Profundidade, dimensão. Distância focal. No campo de sua vida, para acontecer, tudo parecia carecer de maior profundidade. Complexidade. Plano bem definido, clara nitidez. O ativismo como paz de espírito. Luz. Diafragma aberto.

Homem de discursos. Alguém que não sabe dizer se o reflexo de seus ideias são um obturador que lhe dá mais ou menos oportunidades. Sua crítica preenche seu trabalho. Não briga por espaço, alta exposição. Outra contradição. Como tornar seu trabalho sustentável sem saber destes detalhes? Dizem que todo clique tem uma história. De certo, sua composição fala de sua trajetória. Lugar de fala.

Objetiva, lente que corrige aberrações cromáticas. Lente angustiada, que enxerga o tecido social distorcido. Visão que denuncia aqueles que forjam uma realidade cinza. Croma original alterado, contrastado. Objetivo, propósito: ler o mundo em imagens. A fotografia como discurso.

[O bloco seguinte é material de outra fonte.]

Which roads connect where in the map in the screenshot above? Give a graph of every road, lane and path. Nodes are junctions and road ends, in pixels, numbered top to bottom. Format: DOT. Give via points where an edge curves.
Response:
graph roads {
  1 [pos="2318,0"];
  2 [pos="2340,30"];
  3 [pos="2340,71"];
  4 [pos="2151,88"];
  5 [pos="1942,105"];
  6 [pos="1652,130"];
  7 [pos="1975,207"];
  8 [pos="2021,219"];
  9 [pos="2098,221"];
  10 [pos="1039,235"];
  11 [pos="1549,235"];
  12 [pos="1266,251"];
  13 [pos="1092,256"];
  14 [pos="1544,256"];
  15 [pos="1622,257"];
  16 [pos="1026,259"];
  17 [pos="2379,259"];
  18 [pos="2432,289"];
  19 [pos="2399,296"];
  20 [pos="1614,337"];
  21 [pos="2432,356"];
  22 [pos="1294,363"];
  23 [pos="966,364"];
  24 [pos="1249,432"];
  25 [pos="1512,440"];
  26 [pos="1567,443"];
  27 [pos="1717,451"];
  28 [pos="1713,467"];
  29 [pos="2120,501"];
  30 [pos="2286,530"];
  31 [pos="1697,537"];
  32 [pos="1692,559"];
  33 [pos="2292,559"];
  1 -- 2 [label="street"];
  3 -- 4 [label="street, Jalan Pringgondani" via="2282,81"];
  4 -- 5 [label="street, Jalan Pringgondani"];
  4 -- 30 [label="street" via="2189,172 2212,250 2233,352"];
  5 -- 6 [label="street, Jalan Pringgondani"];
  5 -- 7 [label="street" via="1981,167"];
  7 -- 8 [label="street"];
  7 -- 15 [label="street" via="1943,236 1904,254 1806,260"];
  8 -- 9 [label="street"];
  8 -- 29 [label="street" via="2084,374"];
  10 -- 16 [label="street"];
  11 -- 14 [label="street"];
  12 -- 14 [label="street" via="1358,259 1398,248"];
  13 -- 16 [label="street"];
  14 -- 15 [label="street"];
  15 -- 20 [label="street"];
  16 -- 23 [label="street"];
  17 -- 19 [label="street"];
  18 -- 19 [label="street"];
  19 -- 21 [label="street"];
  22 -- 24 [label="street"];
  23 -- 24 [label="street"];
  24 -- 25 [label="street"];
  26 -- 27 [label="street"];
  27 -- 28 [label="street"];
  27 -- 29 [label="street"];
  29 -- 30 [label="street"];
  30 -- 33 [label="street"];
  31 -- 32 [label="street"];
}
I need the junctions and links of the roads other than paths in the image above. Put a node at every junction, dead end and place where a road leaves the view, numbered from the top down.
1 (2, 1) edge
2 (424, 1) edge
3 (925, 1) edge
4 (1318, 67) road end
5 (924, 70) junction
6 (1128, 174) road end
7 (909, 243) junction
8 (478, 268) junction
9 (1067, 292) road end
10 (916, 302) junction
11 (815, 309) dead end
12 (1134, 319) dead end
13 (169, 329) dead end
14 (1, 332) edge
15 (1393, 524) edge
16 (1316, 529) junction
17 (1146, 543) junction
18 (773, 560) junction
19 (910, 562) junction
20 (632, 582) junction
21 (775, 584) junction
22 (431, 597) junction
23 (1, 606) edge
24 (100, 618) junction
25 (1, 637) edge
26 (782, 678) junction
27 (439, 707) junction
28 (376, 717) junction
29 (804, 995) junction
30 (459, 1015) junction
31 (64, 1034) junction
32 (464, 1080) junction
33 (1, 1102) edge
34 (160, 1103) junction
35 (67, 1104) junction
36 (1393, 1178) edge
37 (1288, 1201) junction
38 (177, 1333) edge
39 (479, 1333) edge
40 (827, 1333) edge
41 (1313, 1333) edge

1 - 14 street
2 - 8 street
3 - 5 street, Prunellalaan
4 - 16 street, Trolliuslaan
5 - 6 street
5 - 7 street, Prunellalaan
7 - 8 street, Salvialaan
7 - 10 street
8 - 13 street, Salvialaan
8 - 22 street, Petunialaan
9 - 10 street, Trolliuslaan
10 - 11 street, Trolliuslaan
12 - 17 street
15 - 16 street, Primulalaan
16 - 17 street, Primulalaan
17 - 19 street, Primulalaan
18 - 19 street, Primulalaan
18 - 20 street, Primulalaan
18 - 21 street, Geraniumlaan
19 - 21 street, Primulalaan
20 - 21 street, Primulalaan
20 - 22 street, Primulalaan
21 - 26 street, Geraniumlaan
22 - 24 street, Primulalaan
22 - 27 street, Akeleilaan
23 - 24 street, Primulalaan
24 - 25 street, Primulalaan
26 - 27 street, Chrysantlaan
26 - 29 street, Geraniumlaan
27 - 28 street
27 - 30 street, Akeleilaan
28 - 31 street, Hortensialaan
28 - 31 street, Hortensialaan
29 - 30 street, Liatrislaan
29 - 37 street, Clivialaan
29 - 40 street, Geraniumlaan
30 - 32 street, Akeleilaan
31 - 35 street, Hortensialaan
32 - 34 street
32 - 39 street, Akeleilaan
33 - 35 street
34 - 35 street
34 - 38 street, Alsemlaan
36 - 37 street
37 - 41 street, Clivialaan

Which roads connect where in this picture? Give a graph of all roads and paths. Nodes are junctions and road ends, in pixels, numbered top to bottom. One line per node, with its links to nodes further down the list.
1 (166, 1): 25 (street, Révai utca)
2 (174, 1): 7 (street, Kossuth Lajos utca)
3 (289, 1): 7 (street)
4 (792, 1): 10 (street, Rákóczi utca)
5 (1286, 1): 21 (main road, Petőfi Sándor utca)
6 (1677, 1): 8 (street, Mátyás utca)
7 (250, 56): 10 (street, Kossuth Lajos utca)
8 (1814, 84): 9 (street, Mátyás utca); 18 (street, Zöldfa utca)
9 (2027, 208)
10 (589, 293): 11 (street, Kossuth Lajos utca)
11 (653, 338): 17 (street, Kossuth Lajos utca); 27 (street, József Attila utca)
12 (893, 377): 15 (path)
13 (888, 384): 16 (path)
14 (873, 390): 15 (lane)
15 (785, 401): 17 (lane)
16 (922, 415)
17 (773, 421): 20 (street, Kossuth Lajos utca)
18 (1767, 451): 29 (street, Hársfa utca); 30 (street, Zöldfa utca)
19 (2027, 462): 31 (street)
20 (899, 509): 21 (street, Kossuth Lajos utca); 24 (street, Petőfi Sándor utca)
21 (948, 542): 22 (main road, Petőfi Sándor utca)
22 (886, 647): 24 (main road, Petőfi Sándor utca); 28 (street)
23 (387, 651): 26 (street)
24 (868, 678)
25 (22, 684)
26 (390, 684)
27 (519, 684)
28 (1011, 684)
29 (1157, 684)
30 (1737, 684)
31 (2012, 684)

Memória fotográfica do Brasil. Perspectiva. Retrato histórico, a mesma fotografia de décadas atrás. Plano de fundo? A rua, que em seu concreto faz jus às cores da bandeira. Alguém diria que tão cedo do planalto emergiria novamente o chumbo e do asfalto brotaria a cor? Caras-pintadas mais uma vez.

Fotografia: momento eternizado. De quem se recorda? Aquele que clica ou apenas o enquadrado? Alberto não busca ser lembrado - e talvez por isso o seja. O homem, a máquina e o cenário - a regra dos terços para a composição perfeita. Um sonho? Correção de cor. Alguém que não persegue prêmios e glórias - faz aquilo que gosta.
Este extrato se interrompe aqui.